Bibliografia essenziale 1. Cummings JL et al Alzheimer's disease. Etiologies, pathophysiology, cognitive reserve, and treatment opportunities. Neurology 1998; 51(Suppl 1):S2-S17. 2. Farlow MR, Evans RM Pharmacologic treatment of cognition in Alzheimer's dementia. Neurology 1998;51 (1 Suppl 1):S36-44; discussion S65-7. 3. Rogers SL, Farlow MR, Doody RS, Mohs R, Friedoff LT, and the Donepezil Study Group A 24-week, double-blind, placebo-controlled trial of donepezil in patients with Alzheimer's disease.
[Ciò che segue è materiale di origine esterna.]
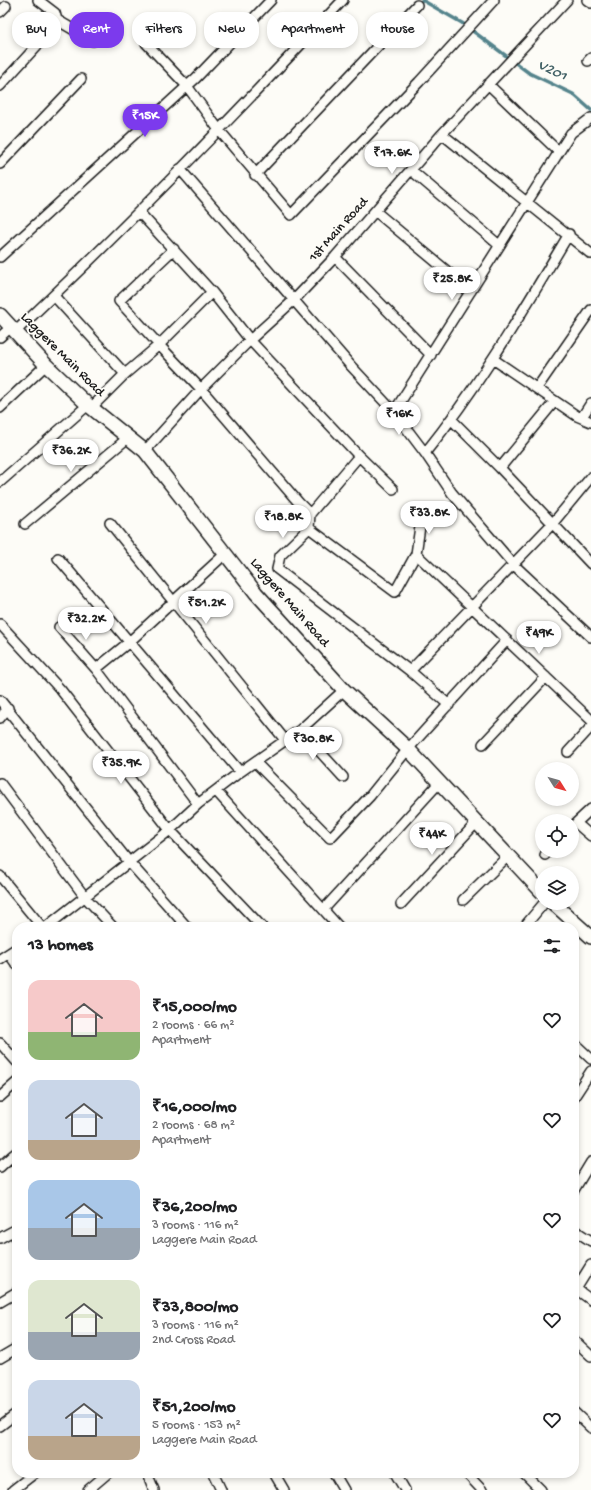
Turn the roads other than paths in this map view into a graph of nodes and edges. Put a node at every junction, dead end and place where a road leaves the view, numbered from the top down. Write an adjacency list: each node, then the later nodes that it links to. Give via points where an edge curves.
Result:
1 (38, 0): 9 (street)
2 (271, 0): 15 (street)
3 (343, 0): 17 (street)
4 (494, 0): 23 (street, via 291,215)
5 (567, 0): 13 (street, 1st Main Road)
6 (587, 0): 7 (street)
7 (591, 3)
8 (417, 5): 23 (street)
9 (54, 12)
10 (36, 48): 14 (street)
11 (151, 48): 15 (street)
12 (81, 79): 20 (street)
13 (488, 84): 18 (street, 1st Main Road); 19 (street)
14 (0, 86)
15 (187, 86): 17 (street); 31 (street)
16 (591, 118): 19 (street, via 571,133)
17 (219, 130): 21 (street); 23 (street)
18 (442, 134): 22 (street, 1st Main Road); 24 (street)
19 (558, 152): 24 (street)
20 (0, 164)
21 (180, 169): 26 (street); 36 (street)
22 (411, 170): 25 (street, 1st Main Road); 28 (street)
23 (256, 175)
24 (526, 200): 27 (street); 28 (street)
25 (375, 211): 32 (street, 1st Main Road); 33 (street)
26 (139, 212): 29 (street); 35 (street)
27 (569, 234): 30 (street); 44 (street)
28 (499, 245): 33 (street)
29 (174, 249): 34 (street); 42 (street, via 119,301)
30 (591, 254)
31 (0, 257)
32 (335, 257): 36 (street, 1st Main Road); 43 (street, via 368,294)
33 (471, 290): 43 (street)
34 (212, 292): 41 (street); 42 (street)
35 (54, 296): 39 (street); 46 (street)
36 (294, 300): 41 (street, 1st Main Road); 53 (street)
37 (591, 310): 47 (street)
38 (0, 315): 39 (street, Laggere Main Road)
39 (14, 329): 40 (street); 45 (street, Laggere Main Road)
40 (0, 337)
41 (250, 340): 48 (street, 1st Main Road); 60 (street)
42 (159, 345): 46 (street); 48 (street)
43 (431, 355): 53 (street)
44 (494, 359): 47 (street); 55 (street)
45 (46, 365): 51 (street, Laggere Main Road); 52 (street)
46 (125, 374): 51 (street)
47 (537, 388): 49 (street)
48 (200, 389): 58 (street, 1st Main Road); 66 (street)
49 (555, 401): 54 (street); 61 (street)
50 (591, 404): 54 (street)
51 (90, 406): 57 (street, Laggere Main Road); 63 (street)
52 (0, 408)
53 (394, 412): 59 (street)
54 (582, 417): 56 (street)
55 (452, 420): 59 (street); 61 (street)
56 (591, 422)
57 (129, 437): 58 (street, Laggere Main Road); 69 (street)
58 (145, 451): 71 (street, Laggere Main Road)
59 (425, 453): 74 (street, via 452,493)
60 (359, 456): 64 (street); 66 (street)
61 (500, 468): 68 (street)
62 (590, 481): 68 (street)
63 (0, 482)
64 (393, 489)
65 (422, 513): 72 (street)
66 (310, 514): 70 (street)
67 (110, 523): 76 (street)
68 (553, 523): 74 (street); 75 (street)
69 (26, 524)
70 (309, 528): 72 (street, via 395,592); 84 (street, via 280,556 278,569)
71 (225, 554): 76 (street); 86 (street, Laggere Main Road, via 256,593)
72 (416, 554): 77 (street)
73 (58, 558): 82 (street)
74 (513, 564): 77 (street); 80 (street)
75 (591, 564)
76 (173, 602): 82 (street); 94 (street)
77 (472, 607): 81 (street); 84 (street)
78 (0, 624): 109 (street, via 60,689)
79 (59, 627): 83 (street)
80 (591, 637)
81 (507, 640): 85 (street); 88 (street)
82 (128, 643): 83 (street); 99 (street)
83 (96, 669): 104 (street)
84 (410, 671): 88 (street)
85 (546, 676): 91 (street); 95 (street)
86 (344, 690): 93 (street); 96 (street, Laggere Main Road)
87 (0, 700): 89 (street)
88 (448, 705): 96 (street)
89 (8, 708): 90 (street); 112 (street)
90 (0, 718)
91 (591, 720)
92 (591, 727): 97 (street)
93 (300, 730): 94 (street); 100 (street)
94 (285, 740): 98 (street)
95 (483, 744)
96 (408, 749): 98 (street, via 370,796 330,838); 101 (street, Laggere Main Road)
97 (568, 752)
98 (255, 762): 99 (street)
99 (240, 772): 103 (street)
100 (342, 777)
101 (439, 782): 107 (street, Laggere Main Road); 118 (street)
102 (0, 783): 115 (street)
103 (216, 791): 104 (street); 118 (street)
104 (198, 804): 109 (street)
105 (591, 809): 106 (street)
106 (579, 820)
107 (477, 822): 111 (street, Laggere Main Road); 117 (street)
108 (579, 828): 110 (street)
109 (170, 830): 112 (street); 125 (street)
110 (591, 836)
111 (508, 856): 114 (street, Laggere Main Road); 116 (street)
112 (129, 862): 115 (street); 124 (street)
113 (0, 876): 121 (street)
114 (535, 885)
115 (85, 897): 122 (street); 123 (street)
116 (463, 900)
117 (401, 904)
118 (324, 909): 126 (street)
119 (538, 910): 127 (street)
120 (559, 910): 128 (street)
121 (38, 922)
122 (52, 922)
123 (108, 922)
124 (183, 922)
125 (257, 922)
126 (335, 922)
127 (528, 922)
128 (571, 922)
129 (579, 930): 130 (street)
130 (591, 937)
131 (12, 951): 132 (street)
132 (8, 954): 133 (street); 134 (street)
133 (12, 959)
134 (0, 960)
135 (0, 1044): 137 (street)
136 (579, 1048): 138 (street)
137 (12, 1057)
138 (591, 1059)
139 (591, 1071): 141 (street)
140 (12, 1086): 142 (street)
141 (579, 1089)
142 (0, 1097)
143 (12, 1159): 145 (street)
144 (591, 1162): 146 (street)
145 (0, 1167)
146 (579, 1182)
147 (12, 1231): 149 (street)
148 (579, 1233): 150 (street)
149 (0, 1238)
150 (591, 1241)
151 (591, 1265): 152 (street)
152 (579, 1284)
153 (579, 1291): 155 (street)
154 (12, 1295): 156 (street)
155 (591, 1300)
156 (0, 1302)
157 (579, 1345): 159 (street)
158 (12, 1351): 160 (street)
159 (591, 1356)
160 (0, 1358)
161 (579, 1417): 164 (street)
162 (12, 1418): 163 (street)
163 (0, 1426)
164 (591, 1428)
165 (29, 1478): 174 (street)
166 (102, 1478): 175 (street)
167 (149, 1478): 176 (street)
168 (215, 1478): 177 (street)
169 (277, 1478): 178 (street)
170 (337, 1478): 179 (street)
171 (398, 1478): 180 (street)
172 (471, 1478): 181 (street)
173 (529, 1478): 182 (street)
174 (13, 1490)
175 (88, 1490)
176 (154, 1490)
177 (221, 1490)
178 (284, 1490)
179 (344, 1490)
180 (405, 1490)
181 (482, 1490)
182 (541, 1490)

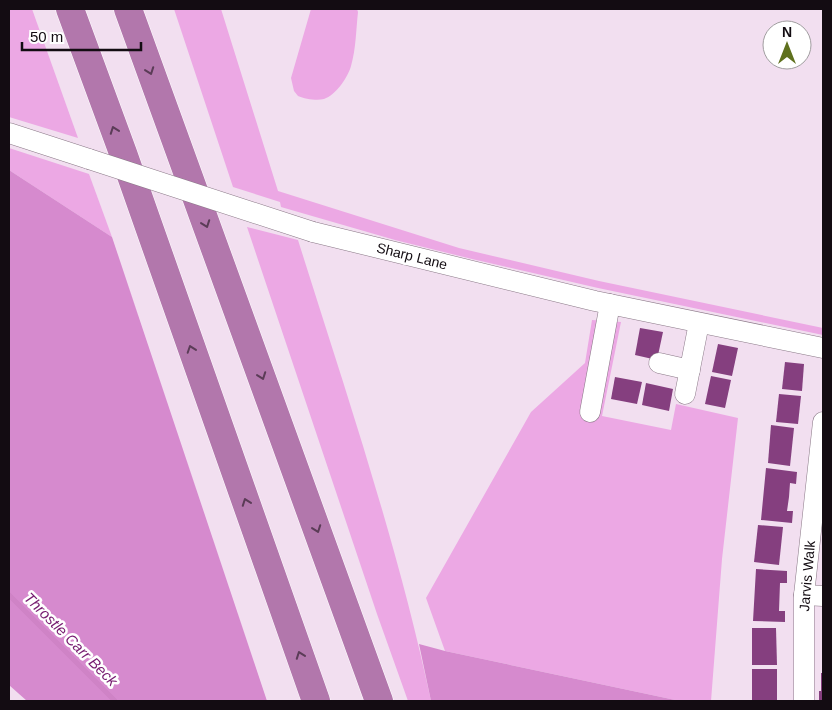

Neurology 1998; 50:136-145. 4. Corey-Bloom J, Anand R and Veach J for the ENA 713 B352 Study Group. A randomized trial evaluating the efficacy and safety of ENA 713 (rivastigmine tartrate), a new acetylcholinesterase inhibitor, in patients with mild to moderately severe Alzheimer's disease. Int J Ger Psychopharmacol 1998; 1:55-65. 5. Rosler M et al. Efficacy and safety of rivastigmine in patients with Alzheimer's disease: international randomised controlled trial. BMJ 1999; 318:633-40. 6. Alzheimer: problema sociale e della famiglia. Documento Cuf del 27-28 Aprile 1999 e Indagine Censis sull'impatto della patologia nel tessuto sociale. Il Sole 24ore 11-17 Maggio 1999.